When a character the audience doesn’t care for one way or another gets killed, it doesn’t really make much of an impression, no matter how creative the death. But there’s something to be said about a hateful villain finally getting his comeuppance, especially the cathartic charge that comes when he gets it real tasty. So it is with Cassavetes in Brian DePalma’s THE FURY. Cassavetes plays Childress, a renegade government agent who kidnaps partner Kirk Douglas’ telepathic son (played by Andrew Stevens) in order to develop his talents as a weapon. On top of that, he tries to have
Douglas killed so that Stevens can see him, which in turn gets used to heighten the son’s rage. In fact, Childress has a hand (the other has been rendered useless by Douglas) in most of the deaths in THE FURY, up to and including both Douglas and Stevens. That’s right- Childress is a real piece of work, one of the most despicable characters in any of DePalma’s films.
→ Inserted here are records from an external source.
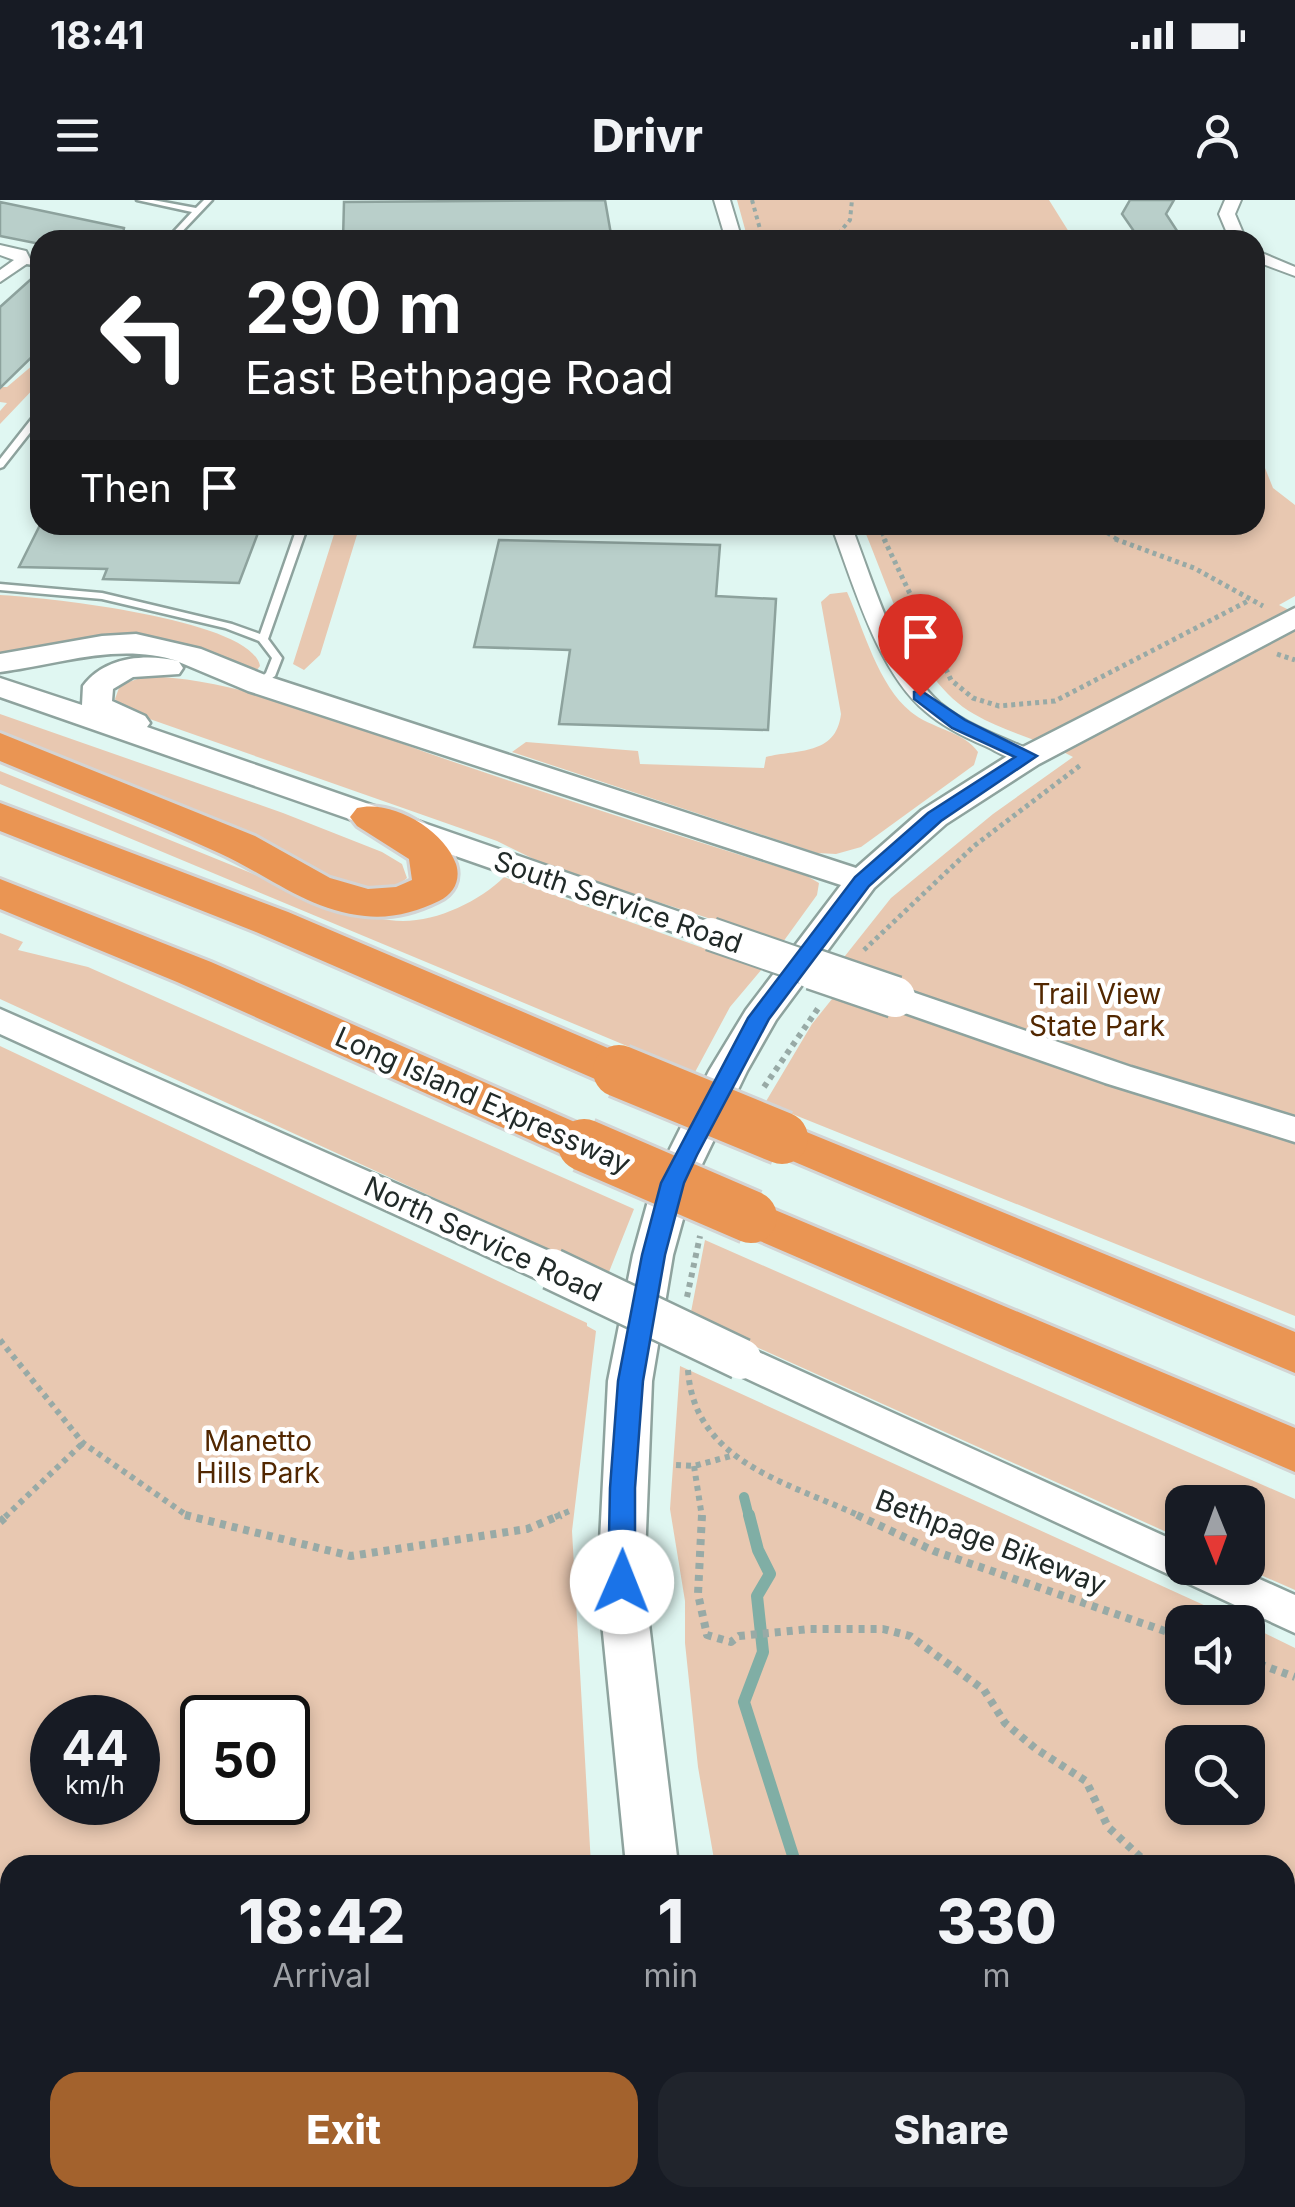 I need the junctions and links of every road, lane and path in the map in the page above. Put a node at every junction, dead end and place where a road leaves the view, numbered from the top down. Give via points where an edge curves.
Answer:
1 (141, 200) edge
2 (208, 200) edge
3 (722, 200) edge
4 (752, 200) edge
5 (852, 200) edge
6 (1233, 200) edge
7 (198, 212) junction
8 (180, 230) edge
9 (731, 230) edge
10 (761, 230) edge
11 (842, 230) edge
12 (1234, 230) edge
13 (0, 250) edge
14 (1265, 260) edge
15 (30, 261) edge
16 (30, 262) edge
17 (1292, 272) dead end
18 (2, 274) edge
19 (30, 427) edge
20 (0, 465) edge
21 (299, 535) edge
22 (845, 535) edge
23 (883, 535) edge
24 (1110, 535) edge
25 (0, 587) edge
26 (1295, 617) edge
27 (263, 639) junction
28 (1276, 654) dead end
29 (1295, 660) edge
30 (0, 663) edge
31 (259, 684) junction
32 (0, 687) edge
33 (0, 746) edge
34 (1028, 756) junction
35 (271, 781) junction
36 (0, 795) edge
37 (0, 816) edge
38 (372, 817) junction
39 (862, 882) junction
40 (0, 893) edge
41 (272, 922) junction
42 (0, 1020) edge
43 (1295, 1130) edge
44 (0, 1340) edge
45 (1295, 1354) edge
46 (83, 1443) junction
47 (1295, 1451) edge
48 (676, 1464) dead end
49 (694, 1466) junction
50 (572, 1510) dead end
51 (0, 1522) edge
52 (1165, 1555) edge
53 (1229, 1585) edge
54 (1295, 1615) edge
55 (1165, 1631) edge
56 (1265, 1666) edge
57 (1295, 1677) edge
58 (651, 1855) edge
59 (1138, 1855) edge

1 - 7 lane
2 - 7 lane
3 - 9 street
4 - 10 path
5 - 11 path
6 - 12 street via 1227,214
7 - 8 lane
13 - 15 street
14 - 17 street
16 - 18 street
19 - 20 lane
21 - 27 lane
22 - 34 street via 920,696 958,724
23 - 24 path via 951,680 984,704 1021,708 1054,701 1248,600 1208,575
25 - 27 lane via 102,596
26 - 34 main road
27 - 31 lane via 278,658
28 - 29 path
30 - 31 main road via 138,643 190,655
31 - 35 main road via 134,667 105,678 96,694 104,711
31 - 39 main road
32 - 35 main road, South Service Road
33 - 38 highway via 240,845 314,888 366,903 405,900 433,888 433,856
34 - 39 main road via 934,817
35 - 38 main road, South Service Road
36 - 41 highway
37 - 41 highway
38 - 43 main road, South Service Road, bridge
39 - 58 main road via 759,1018 728,1071 672,1183 654,1255 630,1381 622,1488 622,1582
40 - 47 highway, Long Island Expressway, bridge
41 - 45 highway, bridge
42 - 52 main road, North Service Road, bridge
44 - 46 path
46 - 50 path via 190,1518 351,1556 527,1529
46 - 51 path
48 - 49 path
49 - 55 path, Bethpage Bikeway via 732,1456 934,1551
49 - 59 path via 702,1516 698,1617 707,1635 731,1642 788,1631 883,1629 910,1636 984,1690 1036,1750 1086,1781 1108,1826
53 - 54 main road
56 - 57 path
In the film’s final scene, Childress tries to comfort another telepath, played by Amy Irving, who had a psychic connection with Stevens and witnessed the unspeakable tests and experiments that were performed on him by Childress and his team of doctors. He tries to get her on his side, but she’s having nothing of it, unleashing all of her psychic wrath upon him. First he begins bleeding profusely from his eye sockets, stumbling around the room in total blindness, and then he begins convulsing violently. But Childress only gets his just desserts when Irving delivers the final telepathic death blow, causing him to explode, the pieces of his remains splattering all over the room like half-cooked meat. “Don’t judge me too harshly,” Cassavetes implores Irving just before she takes her revenge. Fat chance- we think he more or less got what was coming to him. DePalma, true to form, doesn’t skimp on the gory details, showing the explosion from about a dozen angles, including an overhead shot so that we see Childress’ head flying up into the camera; knowing there’s nowhere he could possibly go from there, DePalma simply cuts to the credits.